# Monkfield Nutrition, anyone used them??



## Becky Wheeler (Jun 15, 2006)

Hiya guys & gals,
I recently set up an account with Monkfield Nutrition and on Monday I placed my first order which was.....
2000 large brown crixs
500 3rd install blacks
large box of waxies
2x 36" Reptiglo UV tubes.
On tuesday a courier delivered a box, signed it and then noticed on the box it said 2 of 2 boxes?? were the hell is my uv tubes? phones up monkfields and they said they would chase up Amtrak, anyway after nearly a whole day of waiting I get a call to say that the Amtrak depot forgot to load it onto the van and it will be delivered tomorrow.
So i thought ok, not Monkfield's fault but the bloody courier's!. Anyway while that was going on I checked on my livefood and in the box was the invoice which was correct....2000 brown crixs, 500 3rd black and a large tub of waxies.
Anyway looked at the bulk bags! and what do i get!.....
750 large black crixs! instead of 2000 large browns??
Phoned back Monkfields and they appologised and said could I post back the 750 blacks and they will despatch me 2000 browns?? post them back! I said it's pissing with rain and my beardies are starving!, I said look I will use the blacks and just send me the 1250 browns.
Anyway today, I get 2000 large browns, very nice of them! thank you. but there packing sucks! My UV tubes were just wrapped in carboard! no bubble wrap etc! so one was smashed! and the other survived! I phone them up again and explained and all they said was we will despatch you out another UV tube, not even a "Sorry"!.
For a first time customer I am not impressed! there prices are great as I have a trade account but as for the service well that needs improving. I might need to have a chat to there boss.


----------



## Alice (Apr 30, 2007)

I bought a few boxes of locusts and some fake plants from them last year. They came the next day, generous amounts of livefood in great condition and plants were what I ordered. That was a while ago though so their service might have slipped a bit since then.


----------



## monkfish2uk (Oct 25, 2007)

*re monkfield*

:lol2: hey its kim, karens ummm other!! :whistling2: we use monkfield at reptile centre where i work,, we do have problems too, but they deliver our stuff with there own drivers so its not to bad, as if it was amtrak, but time to time we dont get what we ask for, but they do send it next day though. last xmas we had wrong stuff delivered cause they came tnt, and we ended up with a box of car parts :bash: never did get the locusts we ordered.... not impressed.........

oh well best get back to my cuppa, and put me feet up as its a bit quiet atm here 

kim


----------



## mEOw (Dec 28, 2006)

the place my oh works at orders a lot of livefood from them and they are completely useless.. they changed the order a while back to not include fruit flys and to have more crickets and small crickets and the next 3 orders were the same as before they changed the order but the invoices were for the stuff in the new order, loads of problems like that.. they really need to pull their fingers out, they arent even that cheap and from what ive seen the quality of their livefood often isnt that great either.. 
Owen


----------



## cryosi (Dec 4, 2006)

have used monkfield for over a year and hardly have any problems, if there is one, they are always very quick to sort it out, and mail out credit notes.
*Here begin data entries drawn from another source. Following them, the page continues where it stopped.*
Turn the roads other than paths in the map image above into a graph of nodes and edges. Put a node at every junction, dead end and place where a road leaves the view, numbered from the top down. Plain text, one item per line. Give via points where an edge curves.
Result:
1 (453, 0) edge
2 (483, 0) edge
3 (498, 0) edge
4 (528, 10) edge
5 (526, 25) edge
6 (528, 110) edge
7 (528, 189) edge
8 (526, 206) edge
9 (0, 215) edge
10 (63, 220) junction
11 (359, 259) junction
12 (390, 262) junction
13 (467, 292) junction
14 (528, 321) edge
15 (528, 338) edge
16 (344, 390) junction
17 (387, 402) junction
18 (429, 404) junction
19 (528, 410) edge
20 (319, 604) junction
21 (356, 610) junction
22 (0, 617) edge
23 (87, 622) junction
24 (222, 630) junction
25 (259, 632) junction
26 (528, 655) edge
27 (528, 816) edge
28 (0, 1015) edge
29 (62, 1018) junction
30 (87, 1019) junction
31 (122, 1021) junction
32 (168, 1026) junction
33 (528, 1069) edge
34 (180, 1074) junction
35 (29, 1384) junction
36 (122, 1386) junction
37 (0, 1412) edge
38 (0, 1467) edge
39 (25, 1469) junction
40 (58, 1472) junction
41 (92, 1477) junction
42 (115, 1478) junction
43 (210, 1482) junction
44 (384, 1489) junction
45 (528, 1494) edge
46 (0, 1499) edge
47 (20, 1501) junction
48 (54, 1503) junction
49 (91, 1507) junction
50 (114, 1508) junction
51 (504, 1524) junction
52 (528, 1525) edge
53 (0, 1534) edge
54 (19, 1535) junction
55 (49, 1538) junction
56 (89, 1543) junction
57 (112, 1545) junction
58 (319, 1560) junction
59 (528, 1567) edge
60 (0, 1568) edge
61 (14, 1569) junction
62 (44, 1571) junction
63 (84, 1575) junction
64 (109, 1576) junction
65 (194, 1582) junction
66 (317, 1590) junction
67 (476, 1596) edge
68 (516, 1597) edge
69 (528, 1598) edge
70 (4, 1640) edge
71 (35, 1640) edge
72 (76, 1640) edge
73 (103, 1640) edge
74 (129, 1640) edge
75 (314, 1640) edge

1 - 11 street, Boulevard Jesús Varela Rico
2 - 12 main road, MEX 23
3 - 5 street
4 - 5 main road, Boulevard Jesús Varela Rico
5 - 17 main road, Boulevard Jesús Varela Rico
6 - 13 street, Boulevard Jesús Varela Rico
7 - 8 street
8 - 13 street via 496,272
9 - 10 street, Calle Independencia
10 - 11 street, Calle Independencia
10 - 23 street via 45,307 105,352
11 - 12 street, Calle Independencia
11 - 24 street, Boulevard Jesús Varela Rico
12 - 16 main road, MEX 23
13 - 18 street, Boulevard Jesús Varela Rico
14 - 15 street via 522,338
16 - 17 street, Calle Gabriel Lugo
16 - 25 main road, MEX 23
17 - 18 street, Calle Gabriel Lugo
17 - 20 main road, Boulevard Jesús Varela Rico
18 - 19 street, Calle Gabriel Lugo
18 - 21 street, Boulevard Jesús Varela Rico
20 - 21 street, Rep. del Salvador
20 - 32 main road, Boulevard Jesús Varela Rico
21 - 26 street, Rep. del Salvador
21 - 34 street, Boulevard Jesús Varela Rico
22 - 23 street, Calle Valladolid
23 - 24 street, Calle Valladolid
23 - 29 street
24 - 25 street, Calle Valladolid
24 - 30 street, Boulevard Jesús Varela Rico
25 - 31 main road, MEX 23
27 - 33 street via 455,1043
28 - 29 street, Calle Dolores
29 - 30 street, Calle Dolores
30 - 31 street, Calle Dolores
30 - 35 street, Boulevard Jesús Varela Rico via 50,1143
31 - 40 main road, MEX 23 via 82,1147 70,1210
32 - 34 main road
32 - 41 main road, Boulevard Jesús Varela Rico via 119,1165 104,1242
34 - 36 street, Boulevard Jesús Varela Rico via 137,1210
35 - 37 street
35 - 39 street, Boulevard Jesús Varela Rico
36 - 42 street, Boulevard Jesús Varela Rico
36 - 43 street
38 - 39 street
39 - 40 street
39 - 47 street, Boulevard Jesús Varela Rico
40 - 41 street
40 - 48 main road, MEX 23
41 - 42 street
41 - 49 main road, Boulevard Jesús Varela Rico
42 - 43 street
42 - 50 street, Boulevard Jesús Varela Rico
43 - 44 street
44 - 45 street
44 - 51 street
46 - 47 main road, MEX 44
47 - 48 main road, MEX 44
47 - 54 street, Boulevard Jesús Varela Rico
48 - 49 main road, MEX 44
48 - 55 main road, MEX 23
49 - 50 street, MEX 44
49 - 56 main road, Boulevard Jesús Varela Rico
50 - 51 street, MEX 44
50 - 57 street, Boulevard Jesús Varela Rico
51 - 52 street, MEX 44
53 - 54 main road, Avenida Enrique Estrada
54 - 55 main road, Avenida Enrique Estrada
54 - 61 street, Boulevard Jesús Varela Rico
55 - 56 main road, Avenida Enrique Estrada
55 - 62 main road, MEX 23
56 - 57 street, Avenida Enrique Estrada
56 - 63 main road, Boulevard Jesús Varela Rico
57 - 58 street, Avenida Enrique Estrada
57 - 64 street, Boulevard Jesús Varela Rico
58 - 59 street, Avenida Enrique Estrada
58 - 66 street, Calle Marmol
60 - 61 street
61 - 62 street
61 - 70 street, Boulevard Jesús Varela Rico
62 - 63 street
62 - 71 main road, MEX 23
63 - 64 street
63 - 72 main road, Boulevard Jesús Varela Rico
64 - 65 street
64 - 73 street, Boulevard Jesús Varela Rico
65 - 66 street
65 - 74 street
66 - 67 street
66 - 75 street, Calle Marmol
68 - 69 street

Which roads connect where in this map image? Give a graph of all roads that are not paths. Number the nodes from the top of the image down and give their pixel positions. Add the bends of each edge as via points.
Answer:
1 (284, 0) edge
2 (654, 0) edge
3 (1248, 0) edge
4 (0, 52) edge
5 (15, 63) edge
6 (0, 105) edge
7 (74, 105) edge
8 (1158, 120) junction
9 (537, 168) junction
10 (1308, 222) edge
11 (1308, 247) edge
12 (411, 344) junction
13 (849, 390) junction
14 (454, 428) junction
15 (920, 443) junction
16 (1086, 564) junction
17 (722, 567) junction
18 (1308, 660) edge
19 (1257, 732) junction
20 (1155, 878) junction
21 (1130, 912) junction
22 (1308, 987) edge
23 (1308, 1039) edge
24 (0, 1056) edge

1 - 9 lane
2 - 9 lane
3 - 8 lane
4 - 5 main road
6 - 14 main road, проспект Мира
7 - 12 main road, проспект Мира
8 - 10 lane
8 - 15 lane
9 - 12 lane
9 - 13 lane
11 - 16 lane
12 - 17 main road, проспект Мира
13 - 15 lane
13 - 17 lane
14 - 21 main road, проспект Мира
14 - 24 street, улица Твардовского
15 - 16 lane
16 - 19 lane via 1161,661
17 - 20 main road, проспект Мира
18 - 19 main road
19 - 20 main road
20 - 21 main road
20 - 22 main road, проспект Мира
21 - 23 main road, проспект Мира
The girls in the office are always helpful and friendly. can not fault them....:2thumb:


----------



## morelia-inc-uk (Apr 9, 2008)

We have a trade account and collect all of our stuff they have never been anything other than helpful.


----------



## Marinam2 (Sep 4, 2007)

I used them initially when i started using the internet to order large bulk food and had nothing but problems with them, dead on arrival livefood and poor quality and quantity. Then all of a sudden out of no where they send me a letter explaining i owe them money for an unpaid delivery????? i had to dig out my bank statements to proove i had paid them which i always did online at the time of ordering.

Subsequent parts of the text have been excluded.